**Task item:** Please restate the entries below word for word, leaving out any pictures.

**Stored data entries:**
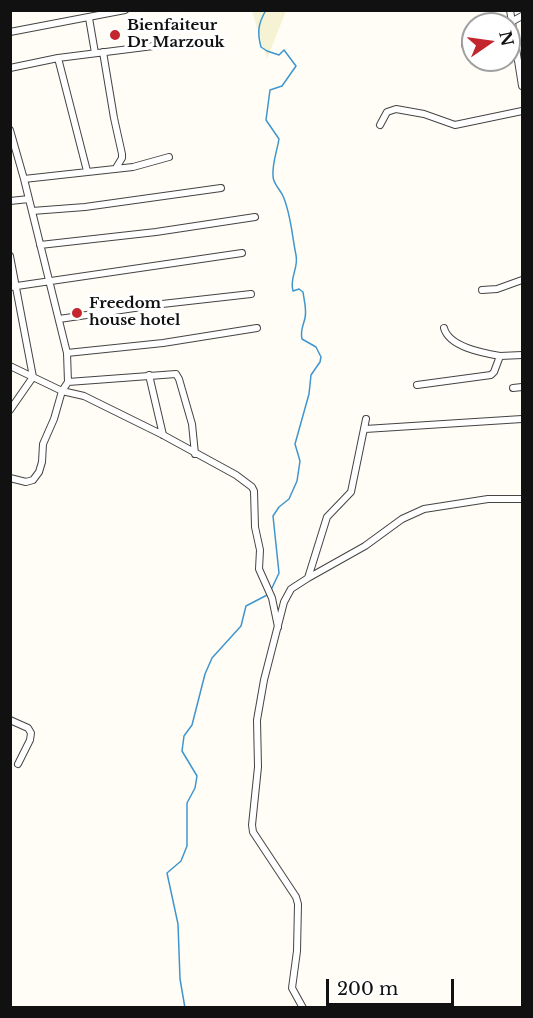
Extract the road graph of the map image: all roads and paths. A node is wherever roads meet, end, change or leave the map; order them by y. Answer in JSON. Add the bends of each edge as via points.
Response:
{"nodes":[{"id":1,"x":125,"y":10,"type":"edge"},
{"id":2,"x":88,"y":18,"type":"junction"},
{"id":3,"x":10,"y":32,"type":"edge"},
{"id":4,"x":177,"y":43,"type":"dead end"},
{"id":5,"x":103,"y":52,"type":"junction"},
{"id":6,"x":95,"y":53,"type":"junction"},
{"id":7,"x":57,"y":58,"type":"junction"},
{"id":8,"x":10,"y":68,"type":"edge"},
{"id":9,"x":522,"y":111,"type":"edge"},
{"id":10,"x":380,"y":125,"type":"dead end"},
{"id":11,"x":10,"y":130,"type":"edge"},
{"id":12,"x":169,"y":157,"type":"dead end"},
{"id":13,"x":116,"y":168,"type":"junction"},
{"id":14,"x":87,"y":171,"type":"junction"},
{"id":15,"x":24,"y":179,"type":"junction"},
{"id":16,"x":221,"y":188,"type":"dead end"},
{"id":17,"x":29,"y":199,"type":"junction"},
{"id":18,"x":10,"y":201,"type":"edge"},
{"id":19,"x":32,"y":211,"type":"junction"},
{"id":20,"x":255,"y":217,"type":"dead end"},
{"id":21,"x":40,"y":245,"type":"junction"},
{"id":22,"x":242,"y":253,"type":"dead end"},
{"id":23,"x":10,"y":256,"type":"edge"},
{"id":24,"x":522,"y":280,"type":"edge"},
{"id":25,"x":50,"y":281,"type":"junction"},
{"id":26,"x":14,"y":287,"type":"edge"},
{"id":27,"x":482,"y":290,"type":"dead end"},
{"id":28,"x":251,"y":294,"type":"dead end"},
{"id":29,"x":59,"y":319,"type":"junction"},
{"id":30,"x":257,"y":328,"type":"dead end"},
{"id":31,"x":444,"y":328,"type":"dead end"},
{"id":32,"x":67,"y":353,"type":"junction"},
{"id":33,"x":522,"y":354,"type":"edge"},
{"id":34,"x":500,"y":356,"type":"junction"},
{"id":35,"x":10,"y":366,"type":"edge"},
{"id":36,"x":149,"y":375,"type":"junction"},
{"id":37,"x":33,"y":377,"type":"junction"},
{"id":38,"x":68,"y":382,"type":"junction"},
{"id":39,"x":417,"y":385,"type":"dead end"},
{"id":40,"x":513,"y":387,"type":"dead end"},
{"id":41,"x":522,"y":387,"type":"edge"},
{"id":42,"x":62,"y":391,"type":"junction"},
{"id":43,"x":10,"y":410,"type":"edge"},
{"id":44,"x":366,"y":419,"type":"dead end"},
{"id":45,"x":522,"y":419,"type":"edge"},
{"id":46,"x":365,"y":429,"type":"junction"},
{"id":47,"x":164,"y":435,"type":"junction"},
{"id":48,"x":195,"y":454,"type":"junction"},
{"id":49,"x":10,"y":478,"type":"edge"},
{"id":50,"x":522,"y":499,"type":"edge"},
{"id":51,"x":308,"y":578,"type":"junction"},
{"id":52,"x":278,"y":627,"type":"junction"},
{"id":53,"x":10,"y":720,"type":"edge"},
{"id":54,"x":18,"y":764,"type":"dead end"},
{"id":55,"x":303,"y":1008,"type":"edge"}],
"edges":[{"from":1,"to":2,"type":"street"},
{"from":2,"to":3,"type":"street"},
{"from":2,"to":6,"type":"street"},
{"from":4,"to":5,"type":"street"},
{"from":5,"to":6,"type":"street"},
{"from":5,"to":13,"type":"street","via":[[122,154]]},
{"from":6,"to":7,"type":"street"},
{"from":7,"to":8,"type":"street"},
{"from":7,"to":14,"type":"street"},
{"from":9,"to":10,"type":"street","via":[[455,125],[396,108],[387,112]]},
{"from":11,"to":15,"type":"street"},
{"from":12,"to":13,"type":"street"},
{"from":13,"to":14,"type":"street"},
{"from":14,"to":15,"type":"street"},
{"from":15,"to":17,"type":"street"},
{"from":16,"to":19,"type":"street"},
{"from":17,"to":18,"type":"street"},
{"from":17,"to":19,"type":"street"},
{"from":19,"to":21,"type":"street"},
{"from":20,"to":21,"type":"street"},
{"from":21,"to":25,"type":"street"},
{"from":22,"to":25,"type":"street"},
{"from":23,"to":26,"type":"street"},
{"from":24,"to":27,"type":"street"},
{"from":25,"to":26,"type":"street"},
{"from":25,"to":29,"type":"street"},
{"from":26,"to":37,"type":"street"},
{"from":28,"to":29,"type":"street"},
{"from":29,"to":32,"type":"street"},
{"from":30,"to":32,"type":"street"},
{"from":31,"to":34,"type":"street","via":[[448,337],[472,350]]},
{"from":32,"to":38,"type":"street"},
{"from":33,"to":34,"type":"street"},
{"from":34,"to":39,"type":"street","via":[[491,375]]},
{"from":35,"to":37,"type":"street"},
{"from":36,"to":38,"type":"street"},
{"from":36,"to":47,"type":"street"},
{"from":36,"to":48,"type":"street","via":[[178,375],[192,424]]},
{"from":37,"to":42,"type":"street"},
{"from":37,"to":43,"type":"street"},
{"from":38,"to":42,"type":"street"},
{"from":40,"to":41,"type":"street"},
{"from":42,"to":47,"type":"street","via":[[84,396]]},
{"from":42,"to":49,"type":"street","via":[[43,444],[39,472],[26,482]]},
{"from":44,"to":46,"type":"street"},
{"from":45,"to":46,"type":"street"},
{"from":46,"to":51,"type":"street","via":[[351,492],[327,517]]},
{"from":47,"to":48,"type":"street"},
{"from":48,"to":52,"type":"street","via":[[236,475],[254,491],[259,569],[272,598]]},
{"from":50,"to":51,"type":"street","via":[[489,499],[424,509]]},
{"from":51,"to":52,"type":"street","via":[[291,589]]},
{"from":52,"to":55,"type":"street","via":[[257,720],[258,766],[252,825],[298,904],[292,988]]},
{"from":53,"to":54,"type":"street","via":[[28,728],[30,733]]}]}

**Exercise output:**
Extract the road graph of the map image: all roads and paths. A node is wherever roads meet, end, change or leave the map; order them by y. Answer in JSON. Add the bends of each edge as via points.
Response:
{"nodes":[{"id":1,"x":125,"y":10,"type":"edge"},
{"id":2,"x":88,"y":18,"type":"junction"},
{"id":3,"x":10,"y":32,"type":"edge"},
{"id":4,"x":177,"y":43,"type":"dead end"},
{"id":5,"x":103,"y":52,"type":"junction"},
{"id":6,"x":95,"y":53,"type":"junction"},
{"id":7,"x":57,"y":58,"type":"junction"},
{"id":8,"x":10,"y":68,"type":"edge"},
{"id":9,"x":522,"y":111,"type":"edge"},
{"id":10,"x":380,"y":125,"type":"dead end"},
{"id":11,"x":10,"y":130,"type":"edge"},
{"id":12,"x":169,"y":157,"type":"dead end"},
{"id":13,"x":116,"y":168,"type":"junction"},
{"id":14,"x":87,"y":171,"type":"junction"},
{"id":15,"x":24,"y":179,"type":"junction"},
{"id":16,"x":221,"y":188,"type":"dead end"},
{"id":17,"x":29,"y":199,"type":"junction"},
{"id":18,"x":10,"y":201,"type":"edge"},
{"id":19,"x":32,"y":211,"type":"junction"},
{"id":20,"x":255,"y":217,"type":"dead end"},
{"id":21,"x":40,"y":245,"type":"junction"},
{"id":22,"x":242,"y":253,"type":"dead end"},
{"id":23,"x":10,"y":256,"type":"edge"},
{"id":24,"x":522,"y":280,"type":"edge"},
{"id":25,"x":50,"y":281,"type":"junction"},
{"id":26,"x":14,"y":287,"type":"edge"},
{"id":27,"x":482,"y":290,"type":"dead end"},
{"id":28,"x":251,"y":294,"type":"dead end"},
{"id":29,"x":59,"y":319,"type":"junction"},
{"id":30,"x":257,"y":328,"type":"dead end"},
{"id":31,"x":444,"y":328,"type":"dead end"},
{"id":32,"x":67,"y":353,"type":"junction"},
{"id":33,"x":522,"y":354,"type":"edge"},
{"id":34,"x":500,"y":356,"type":"junction"},
{"id":35,"x":10,"y":366,"type":"edge"},
{"id":36,"x":149,"y":375,"type":"junction"},
{"id":37,"x":33,"y":377,"type":"junction"},
{"id":38,"x":68,"y":382,"type":"junction"},
{"id":39,"x":417,"y":385,"type":"dead end"},
{"id":40,"x":513,"y":387,"type":"dead end"},
{"id":41,"x":522,"y":387,"type":"edge"},
{"id":42,"x":62,"y":391,"type":"junction"},
{"id":43,"x":10,"y":410,"type":"edge"},
{"id":44,"x":366,"y":419,"type":"dead end"},
{"id":45,"x":522,"y":419,"type":"edge"},
{"id":46,"x":365,"y":429,"type":"junction"},
{"id":47,"x":164,"y":435,"type":"junction"},
{"id":48,"x":195,"y":454,"type":"junction"},
{"id":49,"x":10,"y":478,"type":"edge"},
{"id":50,"x":522,"y":499,"type":"edge"},
{"id":51,"x":308,"y":578,"type":"junction"},
{"id":52,"x":278,"y":627,"type":"junction"},
{"id":53,"x":10,"y":720,"type":"edge"},
{"id":54,"x":18,"y":764,"type":"dead end"},
{"id":55,"x":303,"y":1008,"type":"edge"}],
"edges":[{"from":1,"to":2,"type":"street"},
{"from":2,"to":3,"type":"street"},
{"from":2,"to":6,"type":"street"},
{"from":4,"to":5,"type":"street"},
{"from":5,"to":6,"type":"street"},
{"from":5,"to":13,"type":"street","via":[[122,154]]},
{"from":6,"to":7,"type":"street"},
{"from":7,"to":8,"type":"street"},
{"from":7,"to":14,"type":"street"},
{"from":9,"to":10,"type":"street","via":[[455,125],[396,108],[387,112]]},
{"from":11,"to":15,"type":"street"},
{"from":12,"to":13,"type":"street"},
{"from":13,"to":14,"type":"street"},
{"from":14,"to":15,"type":"street"},
{"from":15,"to":17,"type":"street"},
{"from":16,"to":19,"type":"street"},
{"from":17,"to":18,"type":"street"},
{"from":17,"to":19,"type":"street"},
{"from":19,"to":21,"type":"street"},
{"from":20,"to":21,"type":"street"},
{"from":21,"to":25,"type":"street"},
{"from":22,"to":25,"type":"street"},
{"from":23,"to":26,"type":"street"},
{"from":24,"to":27,"type":"street"},
{"from":25,"to":26,"type":"street"},
{"from":25,"to":29,"type":"street"},
{"from":26,"to":37,"type":"street"},
{"from":28,"to":29,"type":"street"},
{"from":29,"to":32,"type":"street"},
{"from":30,"to":32,"type":"street"},
{"from":31,"to":34,"type":"street","via":[[448,337],[472,350]]},
{"from":32,"to":38,"type":"street"},
{"from":33,"to":34,"type":"street"},
{"from":34,"to":39,"type":"street","via":[[491,375]]},
{"from":35,"to":37,"type":"street"},
{"from":36,"to":38,"type":"street"},
{"from":36,"to":47,"type":"street"},
{"from":36,"to":48,"type":"street","via":[[178,375],[192,424]]},
{"from":37,"to":42,"type":"street"},
{"from":37,"to":43,"type":"street"},
{"from":38,"to":42,"type":"street"},
{"from":40,"to":41,"type":"street"},
{"from":42,"to":47,"type":"street","via":[[84,396]]},
{"from":42,"to":49,"type":"street","via":[[43,444],[39,472],[26,482]]},
{"from":44,"to":46,"type":"street"},
{"from":45,"to":46,"type":"street"},
{"from":46,"to":51,"type":"street","via":[[351,492],[327,517]]},
{"from":47,"to":48,"type":"street"},
{"from":48,"to":52,"type":"street","via":[[236,475],[254,491],[259,569],[272,598]]},
{"from":50,"to":51,"type":"street","via":[[489,499],[424,509]]},
{"from":51,"to":52,"type":"street","via":[[291,589]]},
{"from":52,"to":55,"type":"street","via":[[257,720],[258,766],[252,825],[298,904],[292,988]]},
{"from":53,"to":54,"type":"street","via":[[28,728],[30,733]]}]}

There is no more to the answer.